Police officials voice concerns over red flag laws

AP Photo/Seth Perlman, File

Red flag laws are one of those things that might well sound like a good idea in the wake of some kind of horrific tragedy but really aren’t.

See, when you’re talking about hindsight, it’s really easy to see all the points where someone should have done something. It’s also really easy to get tunnel vision and think about the negative outcomes that could result from passing a law like that.

We’ve been saying that for quite a while, of course, but it’s clear that certain politicians aren’t interested in hearing from us.

Maybe they’ll listen to police officials instead.

So-called “red flag laws” have become a recent favorite of gun control activists, who portray them as a way to keep firearms out of “dangerous hands.” The laws empower judges to issue case-by-case firearm prohibition and confiscation orders, upon a petitioner’s showing that the respondent of the order poses a danger to themselves or others. The concept has at times held superficial appeal even to those who might normally support Second Amendment rights. But it’s constitutionality and efficacy wilt under close, critical scrutiny, which is why the NRA opposes the concept. Last week, an unusually revealing article by Bridge Michigan, an independent news source from the Wolverine State, brought another critical voice to the debate: that of the police who will actually be tasked with executing the orders. Entitled “Michigan police agencies sweating enforcement of ‘red flag’ gun laws,” it vividly underscores the difference between theory and practice when it comes to gun control.

Among the officials quoted in the article is Robert Stevenson, executive director of the Michigan Association of Chiefs of Police. He said he supports the idea that people who are “not mentally balanced” should not have firearms, but he is concerned with the practicalities of how police will enforce Michigan’s new red flag law, which takes effect next spring. Stevenson offered several scenarios in which the supposedly “lifesaving” law could itself pose lethal risks.

As he explained to Bridge Michigan:

What happens if the person with the order tries to hurt the officers? What if the person who was deemed suicidal becomes overwhelmed and still poses harm to themselves when their guns are being seized? What if the individual with an order has to be detained by force or even be killed, due to the threat they pose?

From the citizen’s perspective, Stevenson said, it could be a case of: “We’re trying to save somebody in the family. We went to the police to save them, and they killed them.”

The Michigan lawmaker who introduced the state’s new red flag law claims that these concerns are overblown and that no one has been killed during the execution of a red flag order.

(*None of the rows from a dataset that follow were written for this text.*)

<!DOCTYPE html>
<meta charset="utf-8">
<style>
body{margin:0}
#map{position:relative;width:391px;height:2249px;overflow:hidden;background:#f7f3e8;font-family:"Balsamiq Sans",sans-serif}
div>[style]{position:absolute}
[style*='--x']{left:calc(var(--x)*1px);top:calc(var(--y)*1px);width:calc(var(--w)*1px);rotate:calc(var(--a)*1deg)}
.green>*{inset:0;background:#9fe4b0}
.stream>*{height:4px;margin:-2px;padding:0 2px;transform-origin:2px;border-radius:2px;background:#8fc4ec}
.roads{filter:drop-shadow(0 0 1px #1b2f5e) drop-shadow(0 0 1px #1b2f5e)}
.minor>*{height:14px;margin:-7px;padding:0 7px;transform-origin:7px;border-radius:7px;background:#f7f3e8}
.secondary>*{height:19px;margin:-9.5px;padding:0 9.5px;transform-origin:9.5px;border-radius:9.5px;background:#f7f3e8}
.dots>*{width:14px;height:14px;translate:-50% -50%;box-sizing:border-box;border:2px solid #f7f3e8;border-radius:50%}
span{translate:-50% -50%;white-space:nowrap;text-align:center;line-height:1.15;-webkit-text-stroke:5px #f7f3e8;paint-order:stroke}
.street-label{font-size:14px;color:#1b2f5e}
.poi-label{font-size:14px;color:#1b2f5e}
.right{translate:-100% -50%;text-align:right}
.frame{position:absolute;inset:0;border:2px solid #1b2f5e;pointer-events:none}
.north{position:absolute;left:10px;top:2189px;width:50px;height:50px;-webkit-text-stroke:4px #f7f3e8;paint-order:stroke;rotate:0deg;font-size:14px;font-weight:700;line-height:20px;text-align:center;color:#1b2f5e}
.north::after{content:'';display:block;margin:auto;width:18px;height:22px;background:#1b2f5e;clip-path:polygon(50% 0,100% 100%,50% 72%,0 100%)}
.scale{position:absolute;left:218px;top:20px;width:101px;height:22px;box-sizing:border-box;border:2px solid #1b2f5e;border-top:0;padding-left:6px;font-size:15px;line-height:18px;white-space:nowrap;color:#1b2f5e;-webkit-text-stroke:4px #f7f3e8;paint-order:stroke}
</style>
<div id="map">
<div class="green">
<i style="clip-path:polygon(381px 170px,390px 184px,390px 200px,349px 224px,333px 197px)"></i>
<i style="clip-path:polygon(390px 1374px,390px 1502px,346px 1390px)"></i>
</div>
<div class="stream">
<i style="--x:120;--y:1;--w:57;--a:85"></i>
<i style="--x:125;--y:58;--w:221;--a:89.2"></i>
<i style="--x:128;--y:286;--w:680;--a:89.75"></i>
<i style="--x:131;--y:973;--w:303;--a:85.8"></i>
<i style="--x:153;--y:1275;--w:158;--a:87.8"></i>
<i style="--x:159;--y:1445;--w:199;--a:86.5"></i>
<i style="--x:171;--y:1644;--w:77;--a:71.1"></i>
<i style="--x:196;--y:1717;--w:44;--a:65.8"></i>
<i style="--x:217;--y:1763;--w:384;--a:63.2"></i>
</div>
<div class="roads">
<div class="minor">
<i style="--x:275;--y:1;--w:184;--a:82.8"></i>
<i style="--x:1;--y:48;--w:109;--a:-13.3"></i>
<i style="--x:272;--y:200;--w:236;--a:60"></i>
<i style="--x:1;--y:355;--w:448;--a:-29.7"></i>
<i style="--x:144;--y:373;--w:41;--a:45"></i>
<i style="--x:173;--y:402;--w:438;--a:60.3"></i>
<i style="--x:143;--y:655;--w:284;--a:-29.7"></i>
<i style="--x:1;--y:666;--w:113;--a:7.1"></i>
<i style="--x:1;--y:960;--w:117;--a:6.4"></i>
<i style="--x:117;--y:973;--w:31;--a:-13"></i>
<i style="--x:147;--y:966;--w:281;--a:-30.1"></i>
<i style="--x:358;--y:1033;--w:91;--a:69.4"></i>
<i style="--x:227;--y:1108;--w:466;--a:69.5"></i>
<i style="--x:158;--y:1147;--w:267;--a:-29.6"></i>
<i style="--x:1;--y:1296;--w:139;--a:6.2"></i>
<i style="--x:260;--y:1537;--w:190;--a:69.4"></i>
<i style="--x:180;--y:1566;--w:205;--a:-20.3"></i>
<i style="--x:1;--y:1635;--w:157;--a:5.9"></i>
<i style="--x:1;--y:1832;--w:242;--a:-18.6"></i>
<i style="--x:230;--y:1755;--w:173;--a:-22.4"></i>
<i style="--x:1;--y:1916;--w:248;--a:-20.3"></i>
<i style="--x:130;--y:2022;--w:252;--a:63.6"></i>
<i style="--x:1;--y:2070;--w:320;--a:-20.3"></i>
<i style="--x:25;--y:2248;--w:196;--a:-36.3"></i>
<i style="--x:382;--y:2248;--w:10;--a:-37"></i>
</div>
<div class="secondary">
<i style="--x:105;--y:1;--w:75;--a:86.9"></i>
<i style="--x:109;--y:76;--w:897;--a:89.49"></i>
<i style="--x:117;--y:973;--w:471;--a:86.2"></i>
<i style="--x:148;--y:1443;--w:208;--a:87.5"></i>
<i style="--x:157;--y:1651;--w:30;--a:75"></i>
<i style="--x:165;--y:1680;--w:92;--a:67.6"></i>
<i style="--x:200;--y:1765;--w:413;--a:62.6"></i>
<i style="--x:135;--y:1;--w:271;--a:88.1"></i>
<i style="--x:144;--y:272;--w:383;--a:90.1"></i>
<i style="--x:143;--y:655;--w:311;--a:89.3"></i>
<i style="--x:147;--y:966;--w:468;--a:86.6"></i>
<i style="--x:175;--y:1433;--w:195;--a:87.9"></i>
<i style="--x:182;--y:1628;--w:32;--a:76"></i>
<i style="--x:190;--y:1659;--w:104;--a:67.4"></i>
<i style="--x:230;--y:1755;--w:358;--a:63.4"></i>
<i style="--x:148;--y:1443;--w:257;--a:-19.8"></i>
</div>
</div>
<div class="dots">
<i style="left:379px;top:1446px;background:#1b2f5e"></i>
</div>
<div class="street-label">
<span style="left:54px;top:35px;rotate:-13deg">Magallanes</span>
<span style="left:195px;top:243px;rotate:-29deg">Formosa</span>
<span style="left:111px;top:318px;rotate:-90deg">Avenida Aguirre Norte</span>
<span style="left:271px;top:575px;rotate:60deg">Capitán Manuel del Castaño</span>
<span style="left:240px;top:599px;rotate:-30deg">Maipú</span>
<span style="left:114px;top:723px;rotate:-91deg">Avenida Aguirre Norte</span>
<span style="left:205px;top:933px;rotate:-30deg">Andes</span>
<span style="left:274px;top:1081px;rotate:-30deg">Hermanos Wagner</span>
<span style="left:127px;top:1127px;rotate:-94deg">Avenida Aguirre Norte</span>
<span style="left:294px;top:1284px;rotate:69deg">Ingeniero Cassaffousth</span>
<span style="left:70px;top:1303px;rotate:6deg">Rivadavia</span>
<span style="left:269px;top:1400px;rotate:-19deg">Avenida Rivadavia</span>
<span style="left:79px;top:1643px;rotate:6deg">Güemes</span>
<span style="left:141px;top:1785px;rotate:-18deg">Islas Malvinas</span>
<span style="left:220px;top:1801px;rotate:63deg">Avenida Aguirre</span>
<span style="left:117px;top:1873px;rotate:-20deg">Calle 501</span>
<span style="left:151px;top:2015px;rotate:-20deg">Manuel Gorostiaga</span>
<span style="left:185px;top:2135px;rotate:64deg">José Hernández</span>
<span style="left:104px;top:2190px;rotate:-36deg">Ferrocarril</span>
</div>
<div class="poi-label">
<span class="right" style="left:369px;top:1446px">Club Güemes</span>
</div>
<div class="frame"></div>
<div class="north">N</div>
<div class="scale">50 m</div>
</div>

That must be a relief to the family of Gary J. Willis. Willis, you may recall, was killed when police showed up at his home to take his guns away. Do you really think that won’t happen again?

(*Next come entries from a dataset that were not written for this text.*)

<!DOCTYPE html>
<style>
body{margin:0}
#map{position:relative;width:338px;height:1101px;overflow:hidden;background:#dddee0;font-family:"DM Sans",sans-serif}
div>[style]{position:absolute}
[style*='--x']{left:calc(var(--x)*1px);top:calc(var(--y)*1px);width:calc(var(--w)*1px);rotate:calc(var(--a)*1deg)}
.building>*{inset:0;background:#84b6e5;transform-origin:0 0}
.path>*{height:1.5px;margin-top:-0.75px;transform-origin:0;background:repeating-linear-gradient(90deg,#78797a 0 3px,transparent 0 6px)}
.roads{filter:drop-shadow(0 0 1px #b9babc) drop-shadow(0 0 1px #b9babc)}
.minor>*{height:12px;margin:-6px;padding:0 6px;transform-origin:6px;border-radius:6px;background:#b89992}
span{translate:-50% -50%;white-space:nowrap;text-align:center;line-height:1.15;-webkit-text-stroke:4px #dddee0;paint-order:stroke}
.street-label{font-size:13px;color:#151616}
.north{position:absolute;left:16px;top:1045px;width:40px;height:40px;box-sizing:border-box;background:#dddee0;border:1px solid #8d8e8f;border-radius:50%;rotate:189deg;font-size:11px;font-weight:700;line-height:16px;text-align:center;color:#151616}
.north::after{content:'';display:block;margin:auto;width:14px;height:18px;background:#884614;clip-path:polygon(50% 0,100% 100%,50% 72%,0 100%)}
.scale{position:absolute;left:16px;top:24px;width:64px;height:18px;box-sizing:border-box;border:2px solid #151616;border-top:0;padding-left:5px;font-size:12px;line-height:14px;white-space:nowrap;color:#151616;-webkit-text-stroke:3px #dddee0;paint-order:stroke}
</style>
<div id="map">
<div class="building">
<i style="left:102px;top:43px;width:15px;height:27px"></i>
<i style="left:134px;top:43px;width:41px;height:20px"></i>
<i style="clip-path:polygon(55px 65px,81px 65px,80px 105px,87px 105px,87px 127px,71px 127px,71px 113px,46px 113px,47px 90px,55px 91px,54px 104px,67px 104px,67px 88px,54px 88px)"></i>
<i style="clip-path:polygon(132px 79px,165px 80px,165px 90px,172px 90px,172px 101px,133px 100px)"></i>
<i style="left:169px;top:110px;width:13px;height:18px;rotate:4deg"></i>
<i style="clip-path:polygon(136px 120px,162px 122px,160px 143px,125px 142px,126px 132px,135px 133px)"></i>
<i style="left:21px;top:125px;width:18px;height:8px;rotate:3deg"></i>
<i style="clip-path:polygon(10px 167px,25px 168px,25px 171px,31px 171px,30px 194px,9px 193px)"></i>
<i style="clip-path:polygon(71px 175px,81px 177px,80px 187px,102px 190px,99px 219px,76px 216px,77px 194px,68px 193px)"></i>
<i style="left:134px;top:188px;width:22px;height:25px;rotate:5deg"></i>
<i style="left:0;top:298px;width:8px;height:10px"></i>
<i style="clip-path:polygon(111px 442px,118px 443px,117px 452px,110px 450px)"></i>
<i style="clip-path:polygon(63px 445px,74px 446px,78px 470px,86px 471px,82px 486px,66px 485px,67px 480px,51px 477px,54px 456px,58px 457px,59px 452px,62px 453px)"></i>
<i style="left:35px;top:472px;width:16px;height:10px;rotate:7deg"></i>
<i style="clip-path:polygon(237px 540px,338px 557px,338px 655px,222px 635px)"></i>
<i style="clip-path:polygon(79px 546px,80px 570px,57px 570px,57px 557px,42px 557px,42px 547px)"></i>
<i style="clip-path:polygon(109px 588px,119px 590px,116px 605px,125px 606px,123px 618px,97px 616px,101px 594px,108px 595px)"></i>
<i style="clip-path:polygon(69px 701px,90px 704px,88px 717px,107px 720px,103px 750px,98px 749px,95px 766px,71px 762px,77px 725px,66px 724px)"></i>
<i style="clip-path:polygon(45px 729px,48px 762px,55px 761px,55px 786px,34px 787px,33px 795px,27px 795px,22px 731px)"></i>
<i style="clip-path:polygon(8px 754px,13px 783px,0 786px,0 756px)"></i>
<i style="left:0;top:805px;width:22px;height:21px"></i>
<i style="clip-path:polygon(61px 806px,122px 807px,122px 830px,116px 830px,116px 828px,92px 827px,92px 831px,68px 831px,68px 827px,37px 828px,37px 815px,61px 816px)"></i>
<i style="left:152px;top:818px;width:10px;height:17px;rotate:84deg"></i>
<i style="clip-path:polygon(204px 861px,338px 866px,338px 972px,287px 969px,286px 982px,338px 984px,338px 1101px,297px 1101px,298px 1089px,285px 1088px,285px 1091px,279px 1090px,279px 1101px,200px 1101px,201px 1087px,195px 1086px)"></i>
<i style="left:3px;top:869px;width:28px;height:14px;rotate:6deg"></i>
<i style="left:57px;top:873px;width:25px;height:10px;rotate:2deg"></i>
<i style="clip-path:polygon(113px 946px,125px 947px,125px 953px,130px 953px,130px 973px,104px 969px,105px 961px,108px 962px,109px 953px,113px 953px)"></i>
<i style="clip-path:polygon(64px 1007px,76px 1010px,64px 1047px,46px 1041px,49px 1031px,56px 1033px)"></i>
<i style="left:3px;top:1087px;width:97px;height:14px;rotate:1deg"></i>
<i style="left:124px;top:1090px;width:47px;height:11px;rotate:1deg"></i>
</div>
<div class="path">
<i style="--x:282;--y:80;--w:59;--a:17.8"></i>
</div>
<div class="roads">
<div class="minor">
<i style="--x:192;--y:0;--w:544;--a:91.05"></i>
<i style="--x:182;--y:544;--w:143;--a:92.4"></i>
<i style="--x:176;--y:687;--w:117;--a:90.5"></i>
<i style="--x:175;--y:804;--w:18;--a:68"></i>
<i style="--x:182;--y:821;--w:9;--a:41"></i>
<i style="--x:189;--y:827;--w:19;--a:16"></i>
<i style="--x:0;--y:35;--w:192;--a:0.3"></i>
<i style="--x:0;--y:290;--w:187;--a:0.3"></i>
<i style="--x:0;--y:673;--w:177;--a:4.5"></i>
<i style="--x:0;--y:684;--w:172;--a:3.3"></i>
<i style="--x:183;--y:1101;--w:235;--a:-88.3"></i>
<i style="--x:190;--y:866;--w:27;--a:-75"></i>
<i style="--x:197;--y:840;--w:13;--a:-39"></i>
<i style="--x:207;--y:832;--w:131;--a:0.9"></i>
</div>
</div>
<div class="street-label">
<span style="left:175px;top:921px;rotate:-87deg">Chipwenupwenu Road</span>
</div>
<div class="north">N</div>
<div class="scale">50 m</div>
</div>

It should be noted that many of those who have their guns confiscated by law enforcement due to red flag laws most likely aren’t actually dangerous people. They’re just people who either scared a friend or family member or angered them.

Oh, yeah, let’s remember that the burden of proof for a red flag law is ridiculously low, all things considered. If you wanted to, you could just say they were a threat and describe some fictional scenario and get someone’s guns taken away.

Only, they don’t respond well and get killed instead.

Red flag laws sound great to a ton of people, but they’re really a terrible concept from start to finish.